🚀 ComfyUI-WaveSpeed: Universal AI Generation Plugin

✨ Features

🎭 Multi-Modal Generation

Support for 20+ AI generation categories including:

Text to Image - Generate images from text prompts
Image to Image - Transform and edit existing images
Text to Video - Create videos from text descriptions
Video to Video - Transform and enhance videos
Text to Audio - Generate audio from text
Image to 3D - Convert images to 3D models
And more...

🎯 Unified Interface

Single Predictor Node - Access 600+ AI models through one node
Dynamic Parameters - Model-specific parameters auto-configure
Fuzzy Search - Quickly find models by name or category
Category Tabs - Browse models by type

⚡ Performance & UX

Smart Caching - Fast model loading after first use (first load: 5-10 seconds)
Progress Indicators - Real-time generation progress
Workflow Support - Save and restore complete workflows
Connection Flexibility - Connect any compatible input/output

📦 Installation

Prerequisites

ComfyUI installed
WaveSpeed AI API Key (free tier available)

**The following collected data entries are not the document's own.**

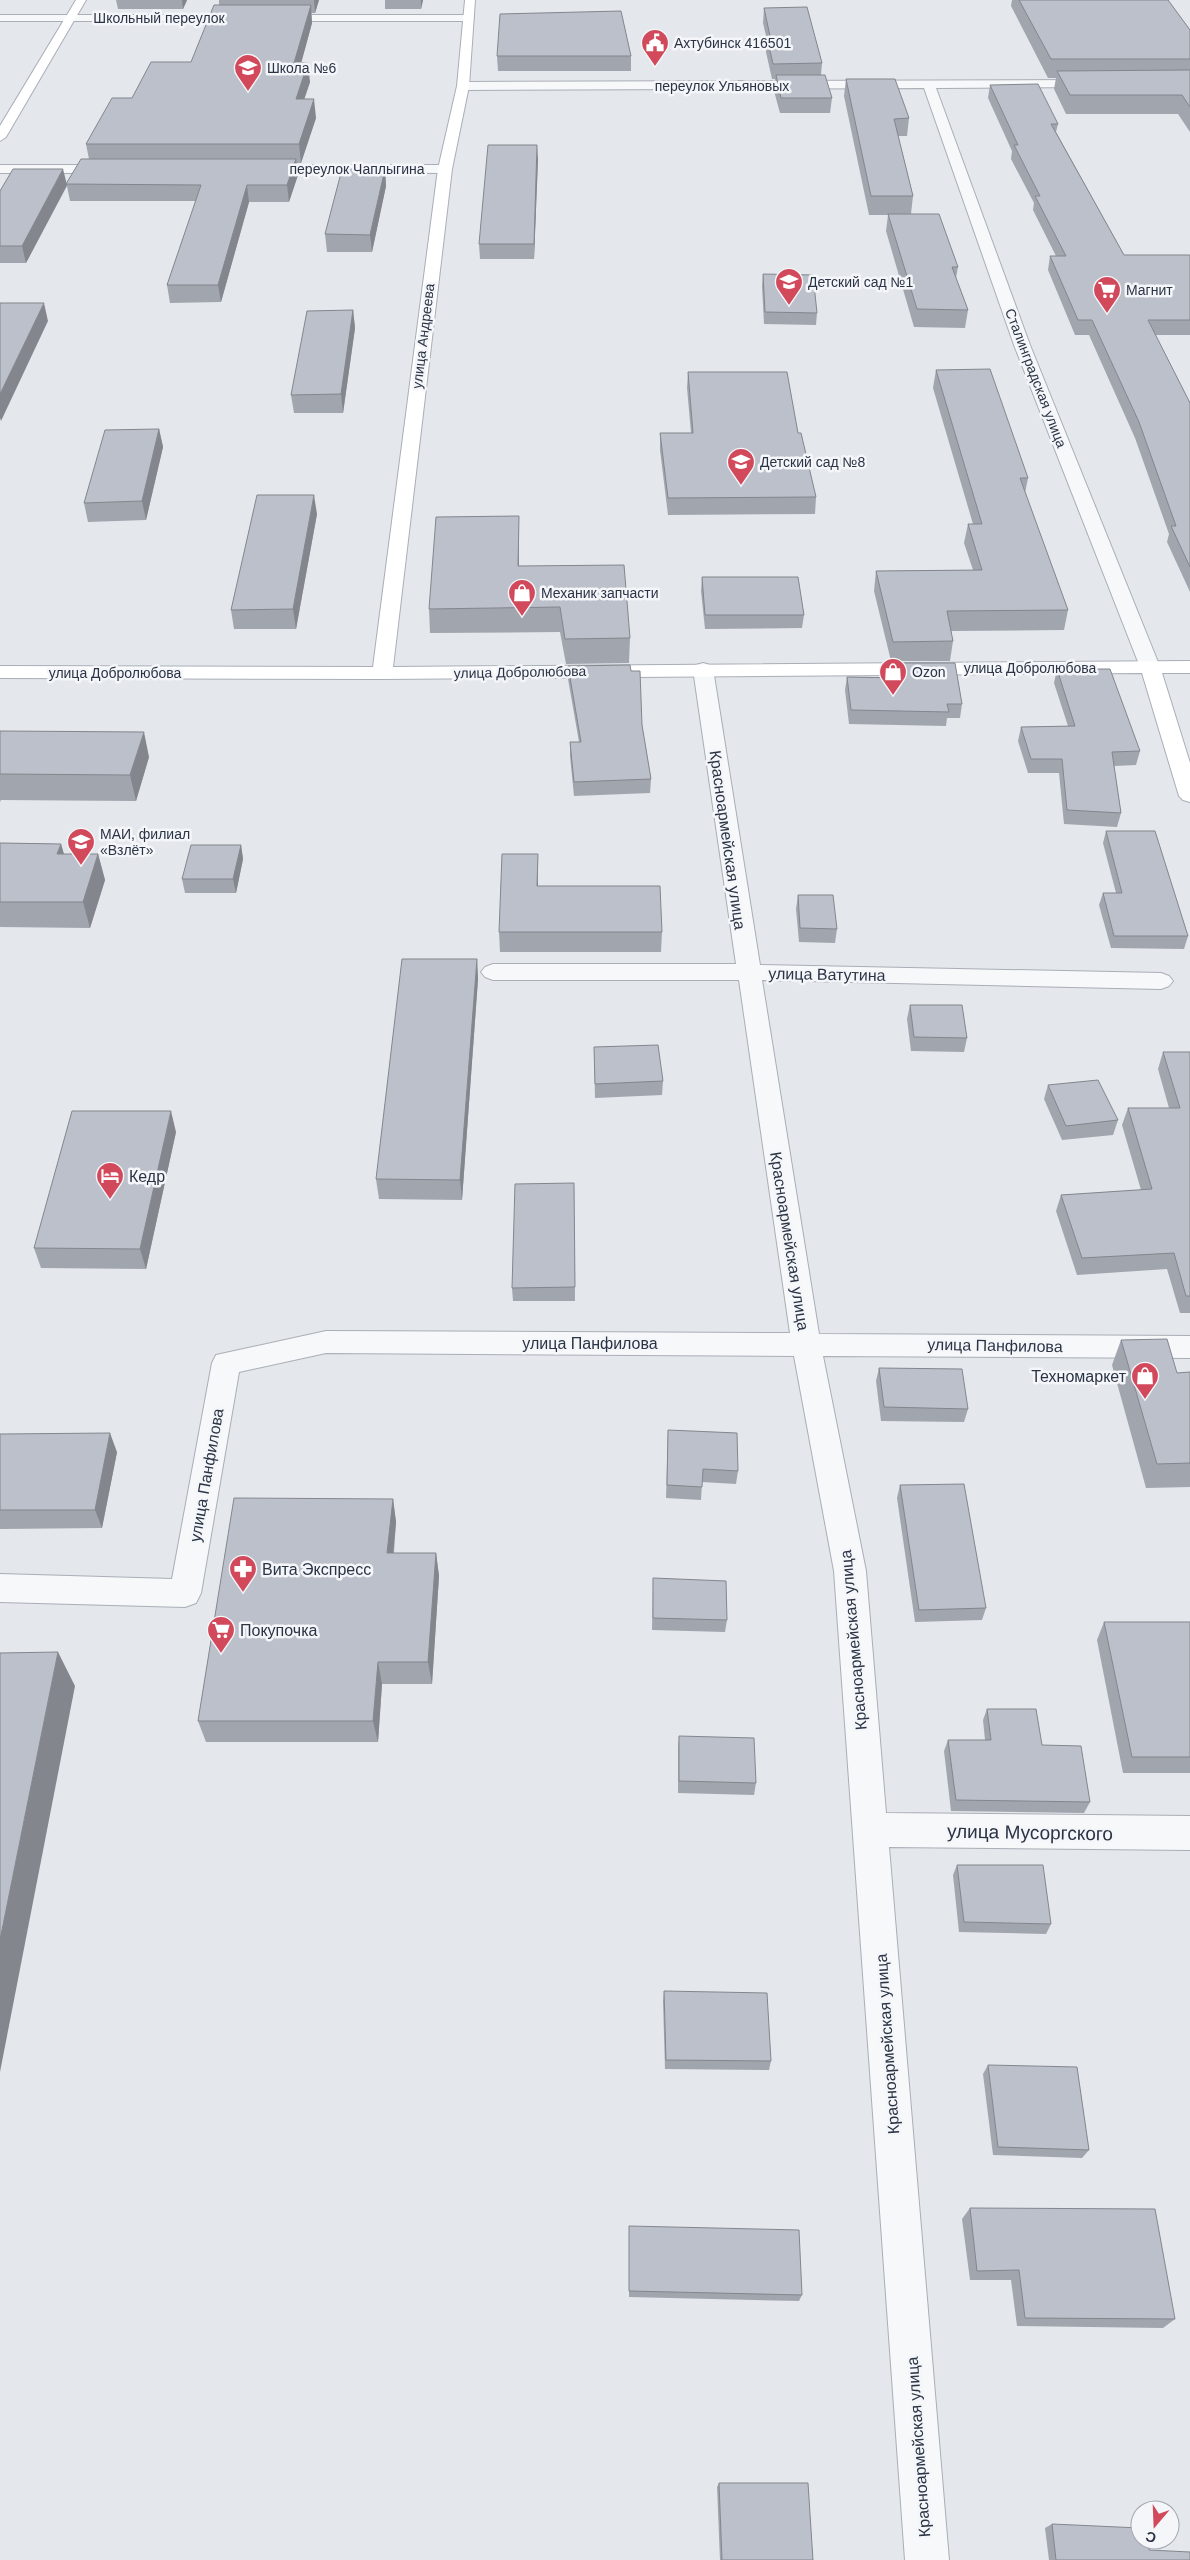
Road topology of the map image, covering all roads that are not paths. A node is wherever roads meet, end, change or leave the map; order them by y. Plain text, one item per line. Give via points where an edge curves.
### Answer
1 (82, 0) edge
2 (470, 0) edge
3 (0, 18) edge
4 (71, 18) junction
5 (468, 18) junction
6 (1106, 84) edge
7 (463, 86) junction
8 (929, 86) junction
9 (0, 137) edge
10 (0, 169) edge
11 (124, 169) edge
12 (243, 169) edge
13 (445, 169) junction
14 (1150, 667) junction
15 (1190, 667) edge
16 (703, 669) junction
17 (0, 672) edge
18 (382, 673) junction
19 (1190, 796) edge
20 (493, 972) dead end
21 (748, 972) junction
22 (1162, 981) dead end
23 (806, 1344) junction
24 (1190, 1347) edge
25 (0, 1588) edge
26 (870, 1830) junction
27 (1190, 1833) edge
28 (927, 2560) edge

1 - 4 street
2 - 5 street, улица Андреева
3 - 4 street, Школьный переулок
4 - 5 street, Школьный переулок
4 - 9 street
5 - 7 street, улица Андреева
6 - 8 street, переулок Ульяновых
7 - 8 street, переулок Ульяновых
7 - 13 street, улица Андреева
8 - 14 street, Сталинградская улица via 1022,345
10 - 11 street
12 - 13 street, переулок Чаплыгина
13 - 18 street, улица Андреева
14 - 15 street, улица Добролюбова
14 - 16 street, улица Добролюбова
14 - 19 street
16 - 18 street, улица Добролюбова
16 - 21 street, Красноармейская улица
17 - 18 street, улица Добролюбова
20 - 21 street, улица Ватутина
21 - 22 street, улица Ватутина
21 - 23 street, Красноармейская улица
23 - 24 street, улица Панфилова
23 - 25 street, улица Панфилова via 326,1342 226,1364 185,1593
23 - 26 street, Красноармейская улица via 850,1571
26 - 27 street, улица Мусоргского
26 - 28 street, Красноармейская улица

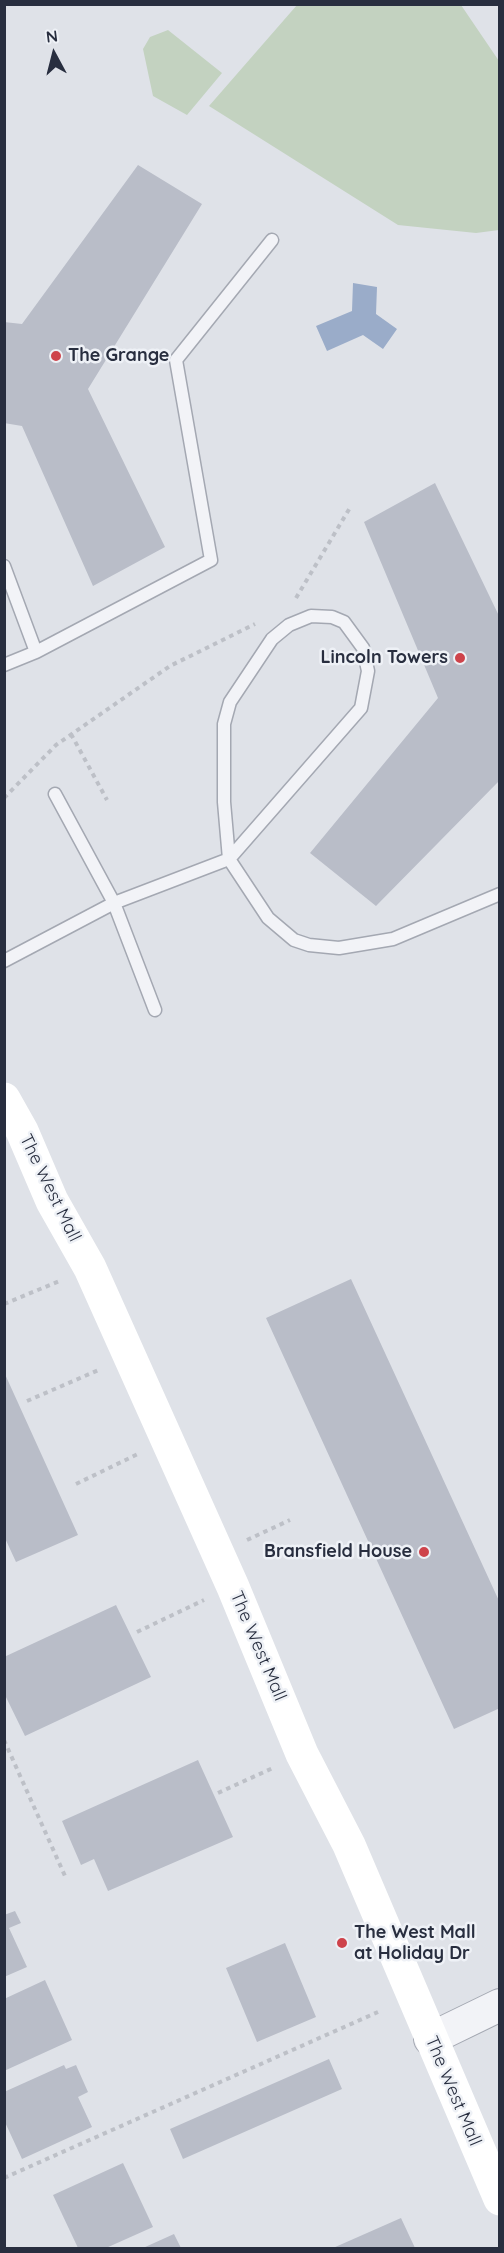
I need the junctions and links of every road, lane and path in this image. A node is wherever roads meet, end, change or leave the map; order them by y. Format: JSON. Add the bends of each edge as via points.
{"nodes":[{"id":1,"x":272,"y":240,"type":"dead end"},
{"id":2,"x":351,"y":506,"type":"dead end"},
{"id":3,"x":4,"y":566,"type":"edge"},
{"id":4,"x":291,"y":606,"type":"dead end"},
{"id":5,"x":261,"y":621,"type":"dead end"},
{"id":6,"x":36,"y":652,"type":"junction"},
{"id":7,"x":4,"y":665,"type":"edge"},
{"id":8,"x":71,"y":734,"type":"junction"},
{"id":9,"x":55,"y":794,"type":"dead end"},
{"id":10,"x":4,"y":798,"type":"edge"},
{"id":11,"x":107,"y":800,"type":"dead end"},
{"id":12,"x":229,"y":859,"type":"junction"},
{"id":13,"x":500,"y":894,"type":"edge"},
{"id":14,"x":114,"y":903,"type":"junction"},
{"id":15,"x":4,"y":961,"type":"edge"},
{"id":16,"x":155,"y":1010,"type":"dead end"},
{"id":17,"x":4,"y":1099,"type":"edge"},
{"id":18,"x":90,"y":1268,"type":"junction"},
{"id":19,"x":4,"y":1304,"type":"edge"},
{"id":20,"x":130,"y":1357,"type":"junction"},
{"id":21,"x":27,"y":1401,"type":"dead end"},
{"id":22,"x":167,"y":1440,"type":"junction"},
{"id":23,"x":76,"y":1485,"type":"dead end"},
{"id":24,"x":290,"y":1520,"type":"dead end"},
{"id":25,"x":218,"y":1554,"type":"junction"},
{"id":26,"x":233,"y":1587,"type":"junction"},
{"id":27,"x":137,"y":1632,"type":"dead end"},
{"id":28,"x":4,"y":1740,"type":"edge"},
{"id":29,"x":302,"y":1754,"type":"junction"},
{"id":30,"x":218,"y":1793,"type":"dead end"},
{"id":31,"x":65,"y":1876,"type":"dead end"},
{"id":32,"x":500,"y":2005,"type":"edge"},
{"id":33,"x":378,"y":2012,"type":"dead end"},
{"id":34,"x":430,"y":2039,"type":"junction"},
{"id":35,"x":4,"y":2178,"type":"edge"},
{"id":36,"x":500,"y":2199,"type":"edge"}],
"edges":[{"from":1,"to":6,"type":"lane","via":[[176,360],[211,560]]},
{"from":2,"to":4,"type":"path"},
{"from":3,"to":6,"type":"lane"},
{"from":5,"to":8,"type":"path","via":[[170,666]]},
{"from":6,"to":7,"type":"lane"},
{"from":8,"to":10,"type":"path"},
{"from":8,"to":11,"type":"path"},
{"from":9,"to":14,"type":"lane"},
{"from":12,"to":12,"type":"lane","via":[[223,742],[230,702],[272,639],[311,616],[338,619],[356,636],[366,660],[367,683],[361,708]]},
{"from":12,"to":13,"type":"lane","via":[[275,926],[294,940],[323,947],[393,939]]},
{"from":12,"to":14,"type":"lane"},
{"from":14,"to":15,"type":"lane"},
{"from":14,"to":16,"type":"lane"},
{"from":17,"to":18,"type":"main road","name":"The West Mall","via":[[52,1201]]},
{"from":18,"to":19,"type":"path"},
{"from":18,"to":20,"type":"main road","name":"The West Mall"},
{"from":20,"to":21,"type":"path"},
{"from":20,"to":22,"type":"main road","name":"The West Mall"},
{"from":22,"to":23,"type":"path"},
{"from":22,"to":25,"type":"main road","name":"The West Mall"},
{"from":24,"to":25,"type":"path"},
{"from":25,"to":26,"type":"main road","name":"The West Mall"},
{"from":26,"to":27,"type":"path"},
{"from":26,"to":29,"type":"main road","name":"The West Mall"},
{"from":28,"to":31,"type":"path"},
{"from":29,"to":30,"type":"path"},
{"from":29,"to":34,"type":"main road","name":"The West Mall","via":[[349,1845]]},
{"from":32,"to":34,"type":"street"},
{"from":33,"to":35,"type":"path"},
{"from":34,"to":36,"type":"main road","name":"The West Mall"}]}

💡 Built on: ComfyUI v0.8.2 (Frontend v1.35.9)

Installation Steps

Step 1: Clone the plugin

cd ComfyUI/custom_nodes
git clone https://github.com/WaveSpeedAI/wavespeed-comfyui.git
cd wavespeed-comfyui

Step 2: Find ComfyUI's Python path

Start ComfyUI and check the console output for:

** Python executable: D:\Projects\ComfyUI\.venv\Scripts\python.exe

Copy that path.

Step 3: Install dependencies

Use the Python path from Step 2:

# Windows example:
D:\Projects\ComfyUI\.venv\Scripts\python.exe -m pip install -r requirements.txt

# Linux/Mac example:
/home/user/ComfyUI/.venv/bin/python -m pip install -r requirements.txt

Step 4: Restart ComfyUI

Close and restart ComfyUI. You should see WaveSpeed nodes available.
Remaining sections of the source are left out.